The Sholai school never goes dark, thanks to the visionary principal and enterprising students who have made a mini hydel project to harness the rains that forever lashes the Palani hills in west Tamil Nadu.

Sholai CLOAAT (Center for Learning, Organic Agriculture and Appropriate Technology), started in 1989 based on the visions of Jiddu Krishnamurthy, is now home to about 60 students. The unique school is situated in a forest area off the Palani-Kodaikanal route.

Sholai follows the Cambridge curriculum yet students get hands-on experience in agriculture, animal husbandry and engineering. The school owns 100 acres but occupies only 35 acres for its activities. The rest of the land is also a classroom, where the students learn organic farming.

No one here waits for piped water or water tankers like in the rest of Tamil Nadu. The stream that flows through the school campus never goes dry. The students grow their own food. The 25 cows in the farm provide more milk than the campus can consume. The rest of the milk is sold.

The biowaste is used to generate cooking gas for the school kitchen. Mahatma Gandhi would have been proud of this self-sufficient school.

Appearances can be deceptive. Formal class rooms or teachers in suits are missing in this school. Emails and phones are erratic in this remote land tucked inside a forest.

The first room to greet me when I visited the school was a workshop made in wood, not an office room. An elderly gentleman was teaching a small child to manufacture a home appliance. The Britisher introduced himself as Brian Jenkins, the founder and the principal of the school. I was sent on a campus tour guided by two teachers and two students.

Pickaxes and shovels were still covered in mud. The students had just returned from the morning session on agriculture. The school fuses academics with practical training.
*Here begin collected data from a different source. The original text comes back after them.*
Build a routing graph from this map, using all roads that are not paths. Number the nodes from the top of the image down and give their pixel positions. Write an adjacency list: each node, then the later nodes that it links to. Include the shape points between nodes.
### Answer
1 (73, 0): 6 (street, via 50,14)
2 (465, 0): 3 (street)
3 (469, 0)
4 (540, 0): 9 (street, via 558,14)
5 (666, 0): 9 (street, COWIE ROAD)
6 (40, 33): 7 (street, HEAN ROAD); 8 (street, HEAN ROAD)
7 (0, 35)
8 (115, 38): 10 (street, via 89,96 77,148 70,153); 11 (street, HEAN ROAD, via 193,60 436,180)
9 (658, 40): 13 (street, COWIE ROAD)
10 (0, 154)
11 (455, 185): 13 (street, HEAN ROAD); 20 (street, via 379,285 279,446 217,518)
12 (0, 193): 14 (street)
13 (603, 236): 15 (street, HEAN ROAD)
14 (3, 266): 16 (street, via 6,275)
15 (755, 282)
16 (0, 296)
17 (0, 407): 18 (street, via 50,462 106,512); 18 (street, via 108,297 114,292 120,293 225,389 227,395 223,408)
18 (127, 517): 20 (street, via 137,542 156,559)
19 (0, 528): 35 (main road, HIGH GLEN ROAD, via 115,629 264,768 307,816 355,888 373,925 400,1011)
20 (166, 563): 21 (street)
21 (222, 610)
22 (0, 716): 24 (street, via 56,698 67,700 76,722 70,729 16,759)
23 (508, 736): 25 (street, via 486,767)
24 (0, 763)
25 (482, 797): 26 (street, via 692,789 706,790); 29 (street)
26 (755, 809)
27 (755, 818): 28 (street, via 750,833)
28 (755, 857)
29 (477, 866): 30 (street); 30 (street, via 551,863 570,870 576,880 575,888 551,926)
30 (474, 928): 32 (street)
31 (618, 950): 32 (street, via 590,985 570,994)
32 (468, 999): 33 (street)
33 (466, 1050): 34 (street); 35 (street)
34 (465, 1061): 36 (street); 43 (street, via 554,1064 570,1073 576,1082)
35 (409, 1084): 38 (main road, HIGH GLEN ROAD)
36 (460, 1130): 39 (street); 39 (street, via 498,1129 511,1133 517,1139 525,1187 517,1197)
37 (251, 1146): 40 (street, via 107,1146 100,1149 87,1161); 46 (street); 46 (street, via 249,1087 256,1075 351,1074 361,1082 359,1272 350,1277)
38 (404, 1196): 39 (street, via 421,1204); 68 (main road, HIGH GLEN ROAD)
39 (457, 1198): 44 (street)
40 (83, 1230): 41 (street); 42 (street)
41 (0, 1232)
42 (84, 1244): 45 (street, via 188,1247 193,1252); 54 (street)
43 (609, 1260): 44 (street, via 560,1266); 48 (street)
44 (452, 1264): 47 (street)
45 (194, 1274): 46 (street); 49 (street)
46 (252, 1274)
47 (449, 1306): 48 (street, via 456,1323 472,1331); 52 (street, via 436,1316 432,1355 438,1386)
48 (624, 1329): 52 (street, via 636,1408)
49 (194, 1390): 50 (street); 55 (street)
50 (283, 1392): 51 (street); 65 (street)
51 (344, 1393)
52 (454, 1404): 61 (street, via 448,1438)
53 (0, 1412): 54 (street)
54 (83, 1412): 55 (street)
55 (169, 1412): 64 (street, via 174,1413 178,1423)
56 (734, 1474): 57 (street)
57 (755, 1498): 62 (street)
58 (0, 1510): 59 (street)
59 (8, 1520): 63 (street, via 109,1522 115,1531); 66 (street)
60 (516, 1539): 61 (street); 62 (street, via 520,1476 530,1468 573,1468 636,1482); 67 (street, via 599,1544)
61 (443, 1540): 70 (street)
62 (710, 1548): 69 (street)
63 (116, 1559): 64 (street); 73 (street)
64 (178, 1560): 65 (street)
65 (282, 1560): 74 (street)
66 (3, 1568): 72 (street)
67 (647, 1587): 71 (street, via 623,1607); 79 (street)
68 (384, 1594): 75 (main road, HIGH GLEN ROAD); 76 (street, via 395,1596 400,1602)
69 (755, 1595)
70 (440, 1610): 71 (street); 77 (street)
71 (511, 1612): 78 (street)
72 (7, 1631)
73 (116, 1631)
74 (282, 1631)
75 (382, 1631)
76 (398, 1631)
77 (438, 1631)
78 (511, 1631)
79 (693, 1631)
Students go through a range of topics including organic farming, automobile engineering, electrical engineering, mechanical engineering, woodwork, horse riding, swimming, mattress making, theater, bird watching, camping and trekking.
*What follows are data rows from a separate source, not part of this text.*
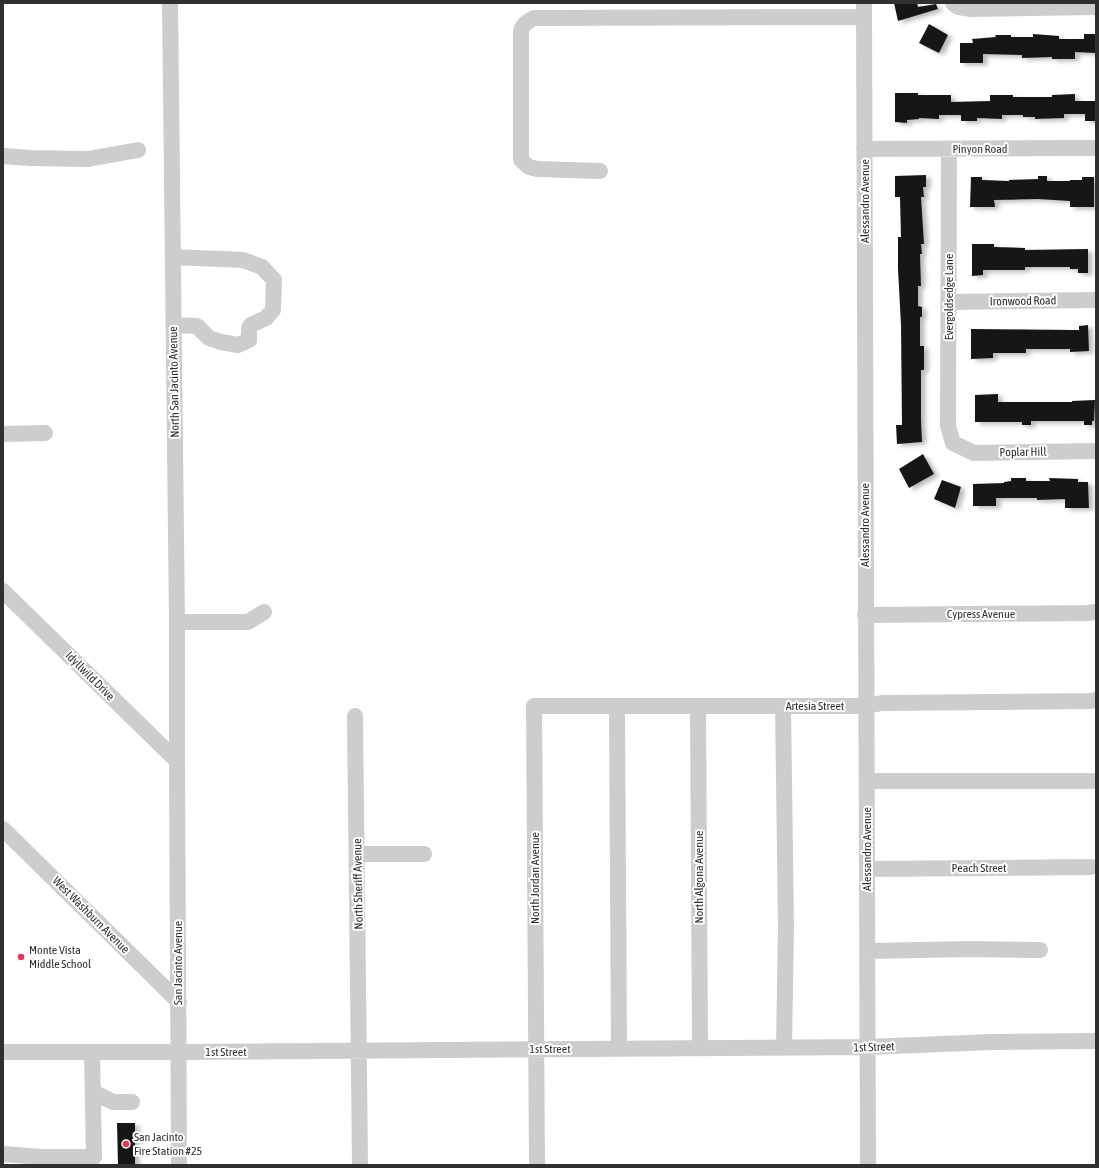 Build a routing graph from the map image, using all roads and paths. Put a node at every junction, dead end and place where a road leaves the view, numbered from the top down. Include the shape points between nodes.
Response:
1 (170, 3) edge
2 (953, 3) edge
3 (1096, 8) edge
4 (864, 10) edge
5 (1096, 148) edge
6 (864, 149) junction
7 (949, 149) junction
8 (138, 150) dead end
9 (3, 156) edge
10 (600, 171) dead end
11 (173, 257) junction
12 (1096, 300) edge
13 (949, 302) junction
14 (174, 325) junction
15 (45, 433) dead end
16 (3, 434) edge
17 (953, 443) joint
18 (1096, 451) edge
19 (3, 591) edge
20 (264, 612) dead end
21 (1096, 612) edge
22 (865, 615) junction
23 (177, 622) junction
24 (1096, 700) edge
25 (534, 706) joint
26 (617, 706) junction
27 (698, 706) junction
28 (783, 706) junction
29 (867, 706) junction
30 (355, 716) dead end
31 (176, 761) junction
32 (867, 781) junction
33 (1093, 781) dead end
34 (3, 829) edge
35 (357, 854) junction
36 (424, 854) dead end
37 (1091, 867) dead end
38 (868, 869) junction
39 (1040, 950) dead end
40 (867, 951) junction
41 (179, 1002) junction
42 (1096, 1041) edge
43 (867, 1047) junction
44 (700, 1048) junction
45 (784, 1048) junction
46 (537, 1049) junction
47 (619, 1049) junction
48 (359, 1051) junction
49 (3, 1052) edge
50 (92, 1052) junction
51 (179, 1052) junction
52 (93, 1092) junction
53 (132, 1102) dead end
54 (3, 1154) edge
55 (179, 1165) edge
56 (360, 1165) edge
57 (537, 1165) edge
58 (868, 1165) edge

1 - 11 street, North San Jacinto Avenue
2 - 3 street via 969,9
4 - 6 street, Alessandro Avenue
4 - 10 street via 534,18 526,22 521,31 521,160 529,167 537,169
5 - 7 street, Pinyon Road
6 - 7 street, Pinyon Road
6 - 22 street, Alessandro Avenue
7 - 13 street, Evergoldsedge Lane
8 - 9 street via 88,159
11 - 14 street, North San Jacinto Avenue
11 - 14 street via 243,260 262,267 274,280 272,310 266,318 249,328 249,340 238,345 209,338 196,326
12 - 13 street, Ironwood Road
13 - 17 street, Evergoldsedge Lane via 948,426
14 - 23 street, North San Jacinto Avenue
15 - 16 street
17 - 18 street, Poplar Hill via 974,453
19 - 31 street, Idyllwild Drive
20 - 23 street via 248,622
21 - 22 street, Cypress Avenue
22 - 29 street, Alessandro Avenue
23 - 31 street, North San Jacinto Avenue
24 - 29 street, Artesia Street via 882,703
25 - 26 street, Artesia Street
25 - 46 street, North Jordan Avenue
26 - 27 street, Artesia Street
26 - 47 street
27 - 28 street, Artesia Street
27 - 44 street, North Algona Avenue
28 - 29 street, Artesia Street
28 - 45 street via 786,926
29 - 32 street, Alessandro Avenue
30 - 35 street, North Sheriff Avenue
31 - 41 street, San Jacinto Avenue
32 - 33 street
32 - 38 street, Alessandro Avenue
34 - 41 street, West Washburn Avenue
35 - 36 street
35 - 48 street, North Sheriff Avenue
37 - 38 street, Peach Street
38 - 40 street, Alessandro Avenue
39 - 40 street
40 - 43 street, Alessandro Avenue
41 - 51 street, San Jacinto Avenue
42 - 43 street, 1st Street
43 - 45 street, 1st Street
43 - 58 street, Alessandro Avenue
44 - 45 street, 1st Street
44 - 47 street, 1st Street
46 - 47 street, 1st Street
46 - 48 street, 1st Street
46 - 57 street, North Jordan Avenue
48 - 51 street, 1st Street
48 - 56 street, North Sheriff Avenue
49 - 50 street, 1st Street
50 - 51 street, 1st Street
50 - 52 street
51 - 55 street, San Jacinto Avenue
52 - 53 street via 113,1102
52 - 54 street via 94,1157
Their work is everywhere. They have built a wooden bridge over the stream that leads to their hostel. They have even installed a mechanism to alert themselves when a wild elephant strays near their quarters.

The Sholai school, situated at 3,800 feet above sea level, may be the only carbon-negative school in the country because it does not have a school bus. The school farm employs about 200 families from the nearby hamlets of Ganeshpuram and Pothupara. It also offers villagers free homeopathy treatment.
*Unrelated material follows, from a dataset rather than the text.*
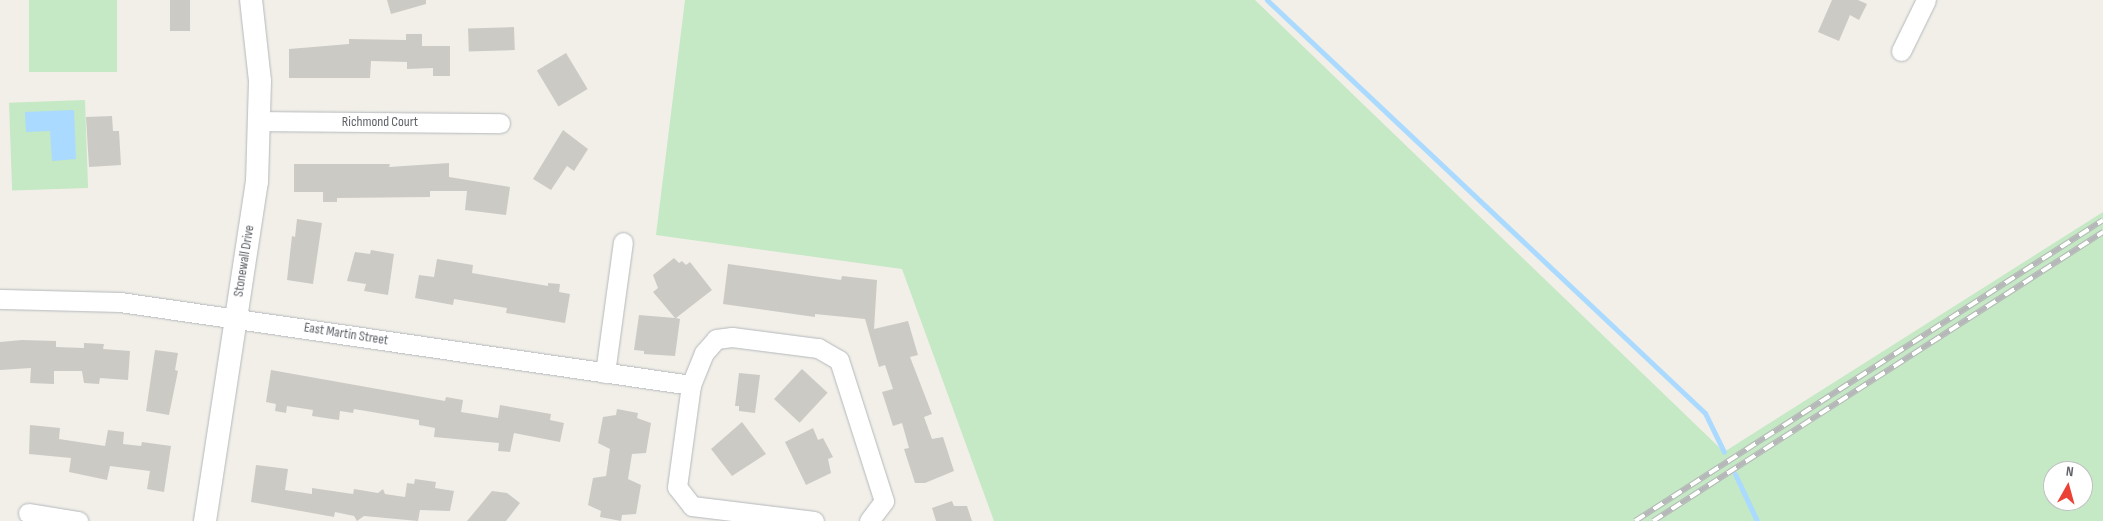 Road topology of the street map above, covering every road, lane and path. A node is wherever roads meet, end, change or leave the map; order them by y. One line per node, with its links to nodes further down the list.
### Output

The school produces and exports organic coffee by the loads to Europe. They also make an income from pepper and other spices.

The school and the students have turned saviors for the forest around it. Sustained efforts at creating awareness among the villagers have convinced them not to set fire to the forest in the summer. The sholai forest has regained its glory. The birds and wild animals are back. Water is in abundance again.

The school has built an auditorium in folk style using the central government funds received to promote tribal arts. The school has all the geographic information about the land around it.

Jenkins practices what he preaches. The principal still roams around the rough roads in the same car used by his mother in England. The 80-year-old car tells the visitors that nothing goes to waste.